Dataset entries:
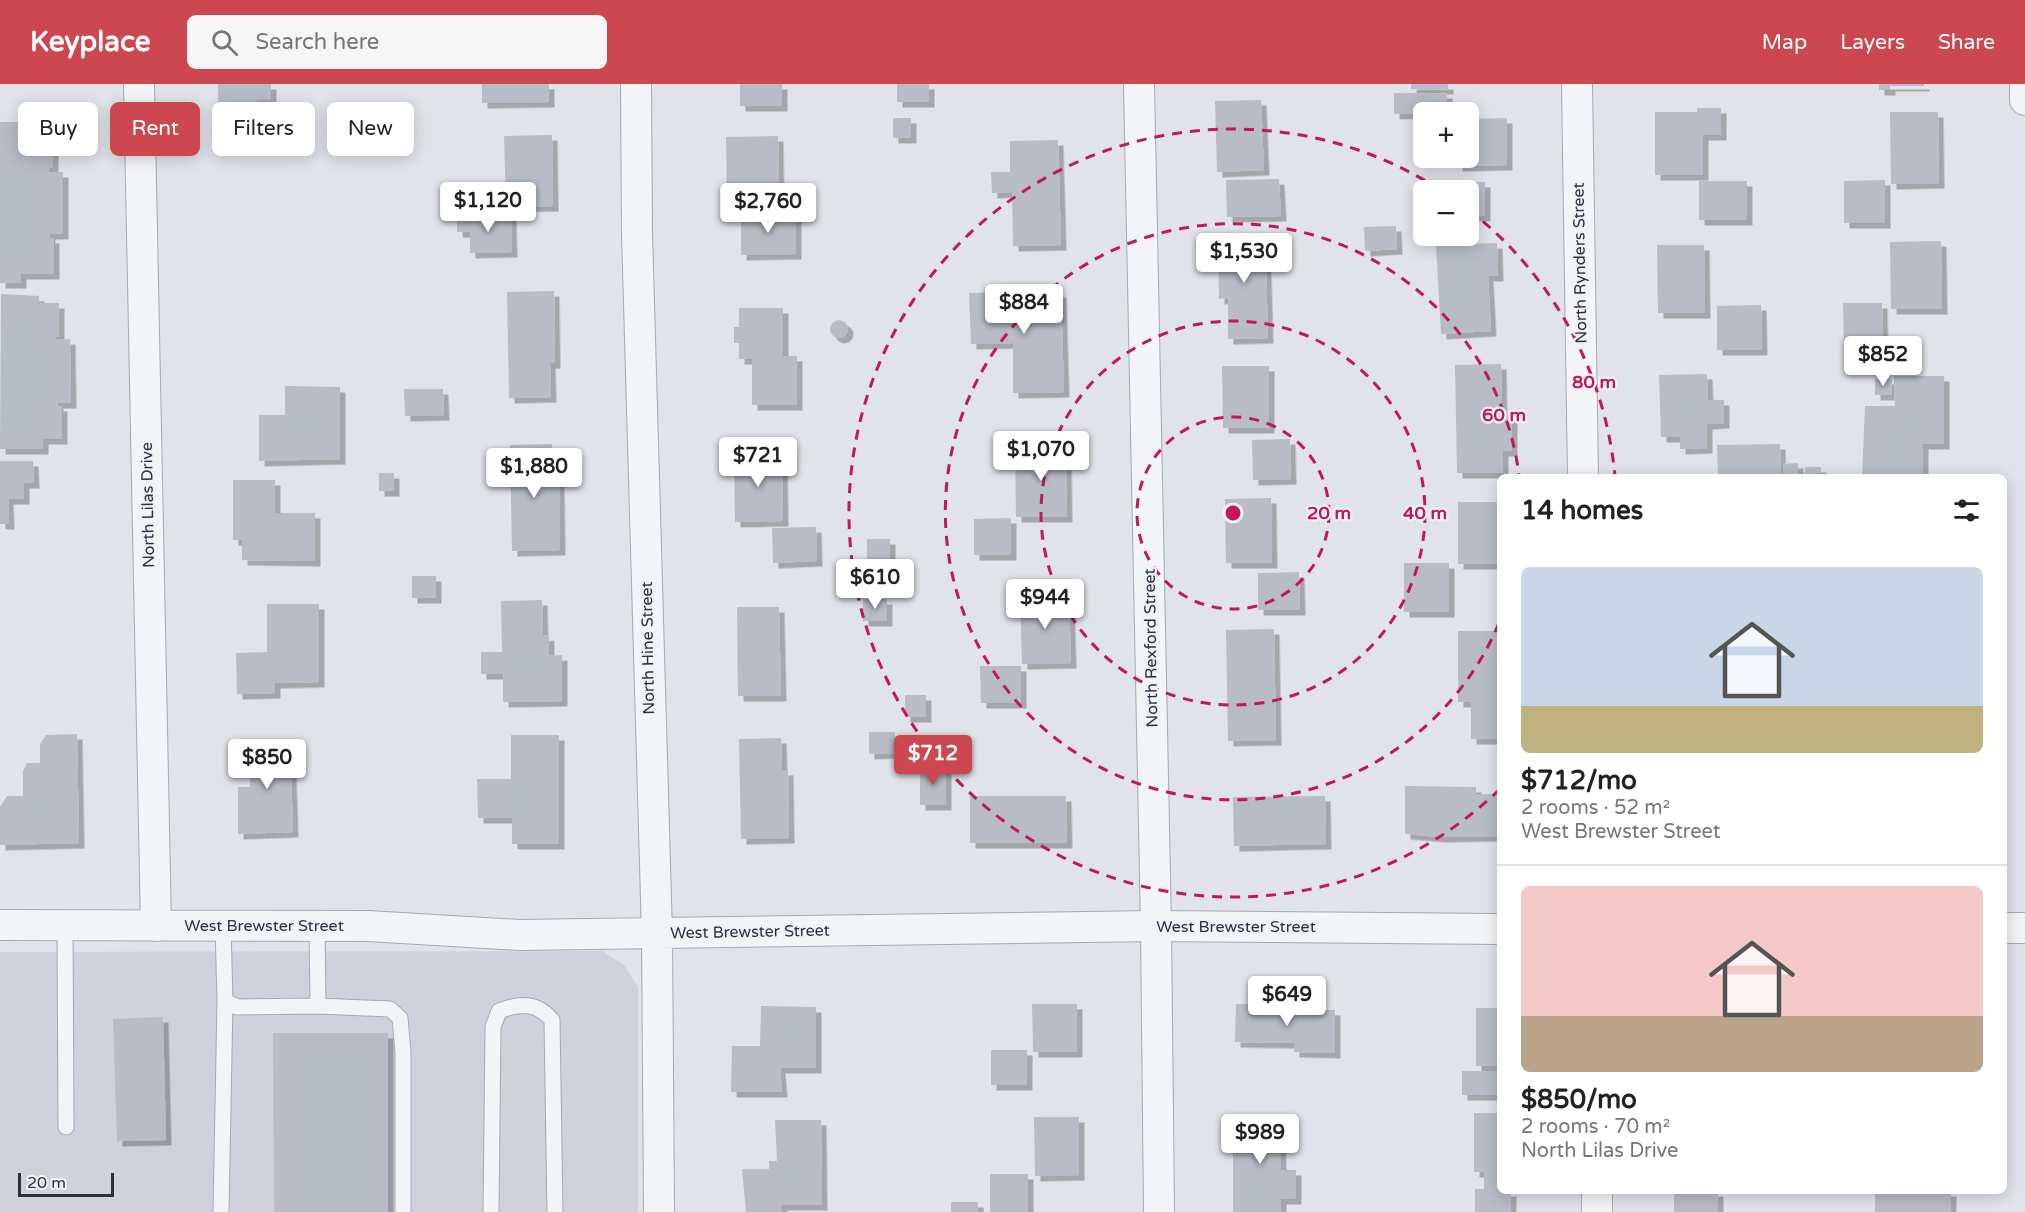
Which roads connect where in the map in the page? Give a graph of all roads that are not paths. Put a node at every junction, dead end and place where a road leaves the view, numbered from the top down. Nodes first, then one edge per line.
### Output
1 (139, 84) edge
2 (636, 84) edge
3 (1139, 84) edge
4 (1577, 84) edge
5 (2025, 84) edge
6 (2025, 100) edge
7 (1583, 474) edge
8 (0, 925) edge
9 (65, 925) junction
10 (156, 926) junction
11 (223, 926) junction
12 (317, 926) junction
13 (1156, 926) junction
14 (2025, 927) edge
15 (2007, 928) edge
16 (1497, 929) edge
17 (657, 934) junction
18 (225, 1000) junction
19 (318, 1006) junction
20 (66, 1128) dead end
21 (1597, 1194) edge
22 (221, 1212) edge
23 (402, 1212) edge
24 (491, 1212) edge
25 (555, 1212) edge
26 (659, 1212) edge
27 (1159, 1212) edge
28 (1597, 1212) edge

1 - 10 street, North Lilas Drive
2 - 17 street, North Hine Street
3 - 13 street, North Rexford Street
4 - 7 street, North Rynders Street
5 - 6 street
8 - 9 street, West Brewster Street
9 - 10 street, West Brewster Street
9 - 20 lane
10 - 11 street, West Brewster Street
11 - 12 street, West Brewster Street
11 - 18 lane
12 - 17 street, West Brewster Street
12 - 19 lane
13 - 16 street, West Brewster Street
13 - 17 street, West Brewster Street
13 - 27 street, North Rexford Street
14 - 15 street
17 - 26 street, North Hine Street
18 - 19 lane
18 - 22 lane
19 - 23 lane
21 - 28 street
24 - 25 lane

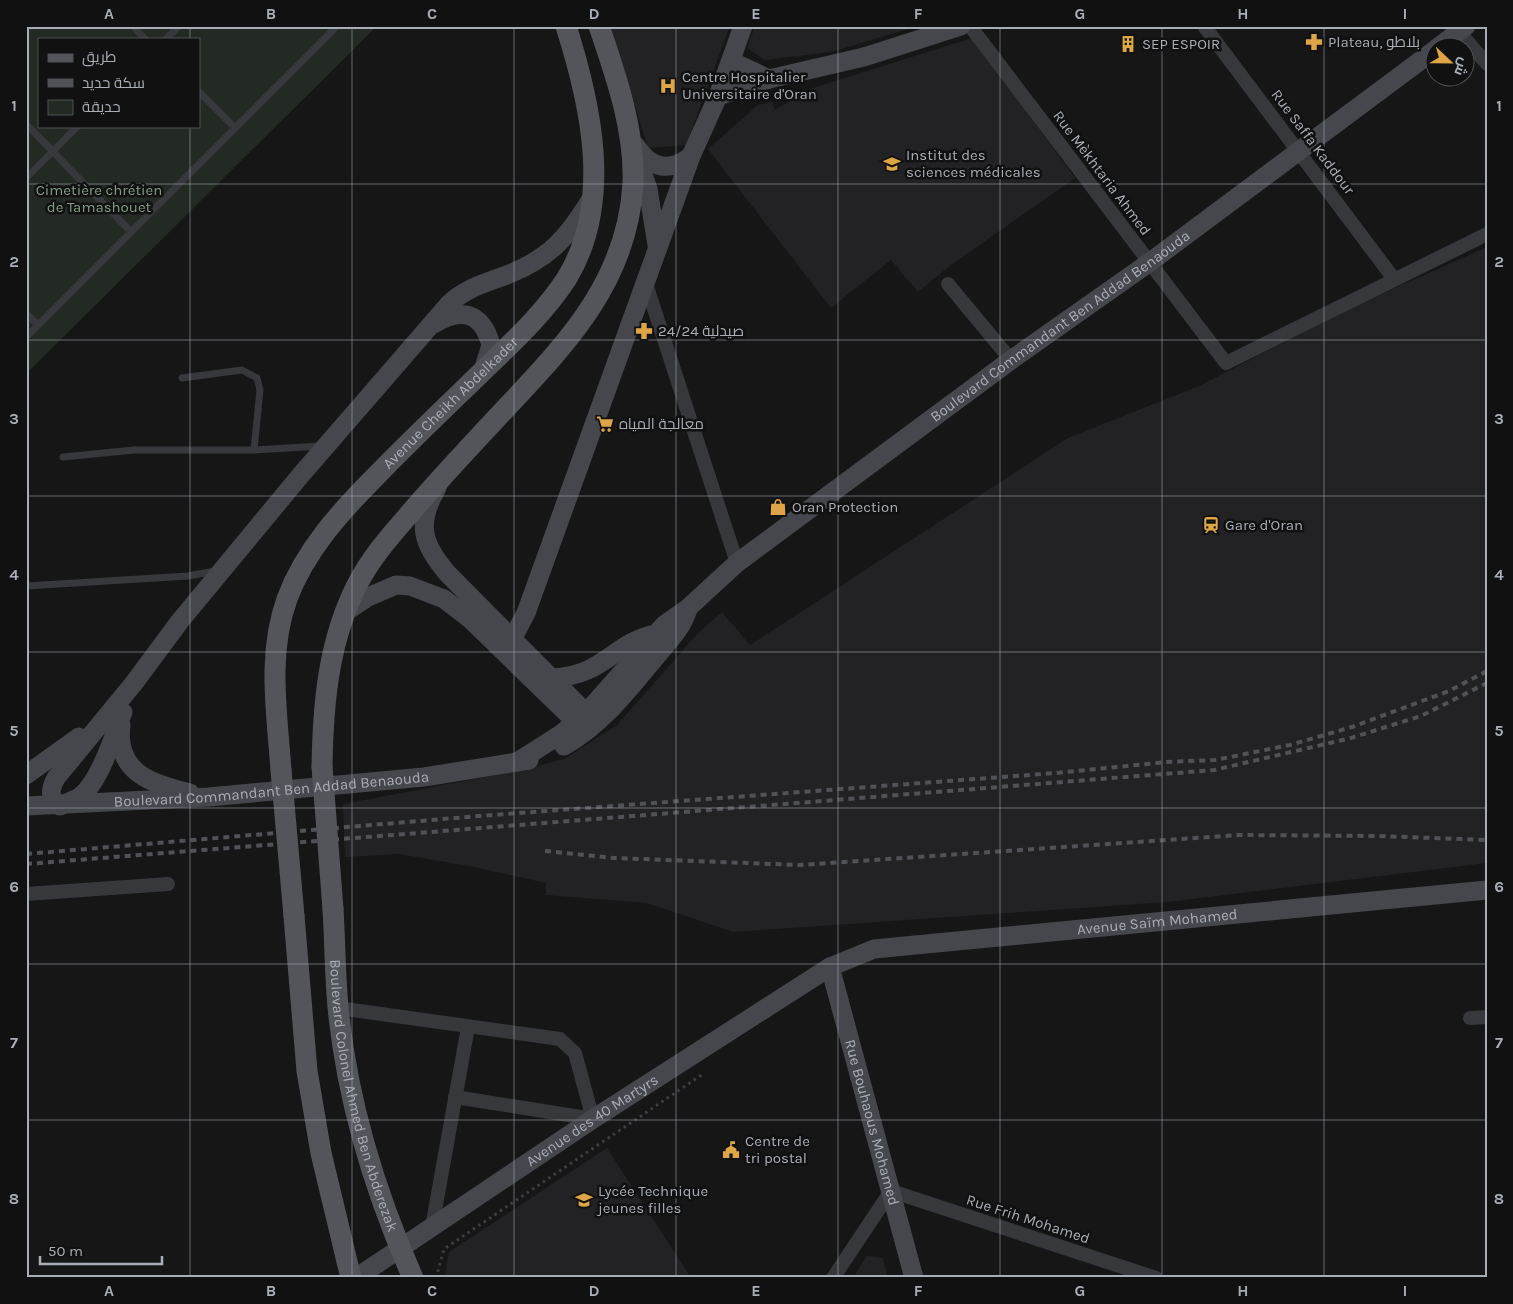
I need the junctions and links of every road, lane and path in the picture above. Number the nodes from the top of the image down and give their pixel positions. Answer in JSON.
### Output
{"nodes":[{"id":1,"x":133,"y":26,"type":"edge"},
{"id":2,"x":178,"y":26,"type":"edge"},
{"id":3,"x":566,"y":26,"type":"edge"},
{"id":4,"x":599,"y":26,"type":"edge"},
{"id":5,"x":743,"y":26,"type":"edge"},
{"id":6,"x":961,"y":26,"type":"edge"},
{"id":7,"x":970,"y":26,"type":"edge"},
{"id":8,"x":1204,"y":26,"type":"edge"},
{"id":9,"x":335,"y":27,"type":"edge"},
{"id":10,"x":1460,"y":28,"type":"edge"},
{"id":11,"x":144,"y":38,"type":"edge"},
{"id":12,"x":167,"y":38,"type":"edge"},
{"id":13,"x":1448,"y":38,"type":"edge"},
{"id":14,"x":1426,"y":55,"type":"edge"},
{"id":15,"x":731,"y":61,"type":"junction"},
{"id":16,"x":1487,"y":64,"type":"edge"},
{"id":17,"x":769,"y":78,"type":"junction"},
{"id":18,"x":200,"y":93,"type":"edge"},
{"id":19,"x":718,"y":96,"type":"junction"},
{"id":20,"x":26,"y":124,"type":"edge"},
{"id":21,"x":76,"y":128,"type":"edge"},
{"id":22,"x":235,"y":128,"type":"junction"},
{"id":23,"x":630,"y":137,"type":"junction"},
{"id":24,"x":1298,"y":150,"type":"junction"},
{"id":25,"x":53,"y":151,"type":"junction"},
{"id":26,"x":692,"y":156,"type":"junction"},
{"id":27,"x":26,"y":178,"type":"edge"},
{"id":28,"x":592,"y":198,"type":"junction"},
{"id":29,"x":131,"y":232,"type":"junction"},
{"id":30,"x":1487,"y":234,"type":"edge"},
{"id":31,"x":658,"y":249,"type":"junction"},
{"id":32,"x":1150,"y":262,"type":"junction"},
{"id":33,"x":1394,"y":279,"type":"junction"},
{"id":34,"x":646,"y":284,"type":"junction"},
{"id":35,"x":948,"y":284,"type":"dead end"},
{"id":36,"x":26,"y":313,"type":"edge"},
{"id":37,"x":38,"y":325,"type":"junction"},
{"id":38,"x":431,"y":326,"type":"junction"},
{"id":39,"x":26,"y":337,"type":"edge"},
{"id":40,"x":1011,"y":360,"type":"junction"},
{"id":41,"x":483,"y":372,"type":"junction"},
{"id":42,"x":182,"y":378,"type":"dead end"},
{"id":43,"x":326,"y":446,"type":"junction"},
{"id":44,"x":254,"y":450,"type":"junction"},
{"id":45,"x":63,"y":457,"type":"dead end"},
{"id":46,"x":447,"y":470,"type":"junction"},
{"id":47,"x":737,"y":563,"type":"junction"},
{"id":48,"x":222,"y":570,"type":"junction"},
{"id":49,"x":26,"y":586,"type":"edge"},
{"id":50,"x":528,"y":606,"type":"junction"},
{"id":51,"x":688,"y":608,"type":"junction"},
{"id":52,"x":344,"y":612,"type":"junction"},
{"id":53,"x":656,"y":633,"type":"junction"},
{"id":54,"x":509,"y":646,"type":"junction"},
{"id":55,"x":530,"y":656,"type":"junction"},
{"id":56,"x":552,"y":678,"type":"junction"},
{"id":57,"x":134,"y":684,"type":"junction"},
{"id":58,"x":123,"y":712,"type":"junction"},
{"id":59,"x":584,"y":721,"type":"junction"},
{"id":60,"x":26,"y":775,"type":"edge"},
{"id":61,"x":209,"y":797,"type":"junction"},
{"id":62,"x":26,"y":806,"type":"edge"},
{"id":63,"x":60,"y":806,"type":"junction"},
{"id":64,"x":168,"y":884,"type":"dead end"},
{"id":65,"x":1487,"y":890,"type":"edge"},
{"id":66,"x":26,"y":894,"type":"edge"},
{"id":67,"x":830,"y":967,"type":"junction"},
{"id":68,"x":338,"y":1008,"type":"junction"},
{"id":69,"x":1487,"y":1017,"type":"edge"},
{"id":70,"x":1470,"y":1018,"type":"dead end"},
{"id":71,"x":468,"y":1027,"type":"junction"},
{"id":72,"x":703,"y":1074,"type":"dead end"},
{"id":73,"x":455,"y":1097,"type":"junction"},
{"id":74,"x":593,"y":1119,"type":"junction"},
{"id":75,"x":891,"y":1191,"type":"junction"},
{"id":76,"x":432,"y":1227,"type":"junction"},
{"id":77,"x":400,"y":1248,"type":"junction"},
{"id":78,"x":351,"y":1278,"type":"edge"},
{"id":79,"x":356,"y":1278,"type":"edge"},
{"id":80,"x":413,"y":1278,"type":"edge"},
{"id":81,"x":436,"y":1278,"type":"edge"},
{"id":82,"x":833,"y":1278,"type":"edge"},
{"id":83,"x":914,"y":1278,"type":"edge"},
{"id":84,"x":1156,"y":1278,"type":"edge"}],
"edges":[{"from":1,"to":11,"type":"lane"},
{"from":2,"to":12,"type":"lane"},
{"from":3,"to":28,"type":"main road","name":"Avenue Cheikh Abdelkader"},
{"from":4,"to":23,"type":"main road"},
{"from":5,"to":15,"type":"street"},
{"from":6,"to":17,"type":"street"},
{"from":7,"to":32,"type":"street","name":"Rue Mèkhtaria Ahmed"},
{"from":8,"to":24,"type":"street","name":"Rue Saffa Kaddour"},
{"from":9,"to":22,"type":"lane"},
{"from":10,"to":13,"type":"street","name":"Boulevard Commandant Ben Addad Benaouda"},
{"from":10,"to":16,"type":"street"},
{"from":14,"to":24,"type":"street","name":"Boulevard Commandant Ben Addad Benaouda"},
{"from":15,"to":17,"type":"street"},
{"from":15,"to":19,"type":"street"},
{"from":17,"to":19,"type":"street"},
{"from":18,"to":22,"type":"lane"},
{"from":19,"to":26,"type":"street"},
{"from":20,"to":25,"type":"lane"},
{"from":21,"to":25,"type":"lane"},
{"from":22,"to":29,"type":"lane"},
{"from":23,"to":26,"type":"street"},
{"from":23,"to":31,"type":"street"},
{"from":23,"to":46,"type":"main road"},
{"from":24,"to":32,"type":"street","name":"Boulevard Commandant Ben Addad Benaouda"},
{"from":24,"to":33,"type":"street","name":"Rue Saffa Kaddour"},
{"from":25,"to":27,"type":"lane"},
{"from":25,"to":29,"type":"lane"},
{"from":26,"to":31,"type":"street"},
{"from":28,"to":38,"type":"street"},
{"from":28,"to":41,"type":"main road","name":"Avenue Cheikh Abdelkader"},
{"from":29,"to":37,"type":"lane"},
{"from":30,"to":33,"type":"street"},
{"from":31,"to":34,"type":"street"},
{"from":32,"to":33,"type":"street","name":"Rue Mèkhtaria Ahmed"},
{"from":32,"to":40,"type":"street","name":"Boulevard Commandant Ben Addad Benaouda"},
{"from":34,"to":47,"type":"street"},
{"from":34,"to":50,"type":"street"},
{"from":35,"to":40,"type":"street"},
{"from":36,"to":37,"type":"lane"},
{"from":37,"to":39,"type":"lane"},
{"from":38,"to":41,"type":"street"},
{"from":38,"to":43,"type":"street"},
{"from":40,"to":47,"type":"street","name":"Boulevard Commandant Ben Addad Benaouda"},
{"from":41,"to":78,"type":"main road","name":"Avenue Cheikh Abdelkader","bridge":true},
{"from":42,"to":44,"type":"lane"},
{"from":43,"to":44,"type":"lane"},
{"from":43,"to":48,"type":"street"},
{"from":44,"to":45,"type":"lane"},
{"from":46,"to":52,"type":"main road"},
{"from":46,"to":54,"type":"street"},
{"from":47,"to":51,"type":"street","name":"Boulevard Commandant Ben Addad Benaouda"},
{"from":48,"to":49,"type":"lane"},
{"from":48,"to":57,"type":"street"},
{"from":50,"to":54,"type":"street"},
{"from":50,"to":55,"type":"street"},
{"from":51,"to":53,"type":"street","name":"Boulevard Commandant Ben Addad Benaouda"},
{"from":51,"to":59,"type":"street","name":"Boulevard Commandant Ben Addad Benaouda"},
{"from":52,"to":54,"type":"street"},
{"from":52,"to":68,"type":"main road","name":"Boulevard Colonel Ahmed Ben Abderezak","bridge":true},
{"from":53,"to":56,"type":"street"},
{"from":53,"to":59,"type":"street","name":"Boulevard Commandant Ben Addad Benaouda"},
{"from":54,"to":55,"type":"street"},
{"from":54,"to":59,"type":"street"},
{"from":55,"to":56,"type":"street"},
{"from":56,"to":59,"type":"street"},
{"from":57,"to":58,"type":"street"},
{"from":57,"to":60,"type":"street"},
{"from":57,"to":63,"type":"street"},
{"from":58,"to":61,"type":"street"},
{"from":58,"to":63,"type":"street"},
{"from":59,"to":61,"type":"street","name":"Boulevard Commandant Ben Addad Benaouda"},
{"from":61,"to":63,"type":"street","name":"Boulevard Commandant Ben Addad Benaouda"},
{"from":62,"to":63,"type":"street","name":"Boulevard Commandant Ben Addad Benaouda"},
{"from":64,"to":66,"type":"street"},
{"from":65,"to":67,"type":"street","name":"Avenue Saïm Mohamed"},
{"from":67,"to":74,"type":"street","name":"Avenue des 40 Martyrs"},
{"from":67,"to":75,"type":"street","name":"Rue Bouhaous Mohamed"},
{"from":68,"to":71,"type":"street"},
{"from":68,"to":77,"type":"main road","name":"Boulevard Colonel Ahmed Ben Abderezak"},
{"from":69,"to":70,"type":"street"},
{"from":71,"to":73,"type":"street"},
{"from":71,"to":74,"type":"street"},
{"from":72,"to":81,"type":"path"},
{"from":73,"to":74,"type":"street"},
{"from":73,"to":76,"type":"street"},
{"from":74,"to":76,"type":"street","name":"Avenue des 40 Martyrs"},
{"from":75,"to":82,"type":"street"},
{"from":75,"to":83,"type":"street","name":"Rue Bouhaous Mohamed"},
{"from":75,"to":84,"type":"street","name":"Rue Frih Mohamed"},
{"from":76,"to":77,"type":"street","name":"Avenue des 40 Martyrs"},
{"from":77,"to":79,"type":"street","name":"Avenue des 40 Martyrs"},
{"from":77,"to":80,"type":"main road","name":"Boulevard Colonel Ahmed Ben Abderezak"}]}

## Assignment
Copy out every line of the data in which the word "Colonel" is found.

## Completed task
{"from":52,"to":68,"type":"main road","name":"Boulevard Colonel Ahmed Ben Abderezak","bridge":true},
{"from":68,"to":77,"type":"main road","name":"Boulevard Colonel Ahmed Ben Abderezak"},
{"from":77,"to":80,"type":"main road","name":"Boulevard Colonel Ahmed Ben Abderezak"}]}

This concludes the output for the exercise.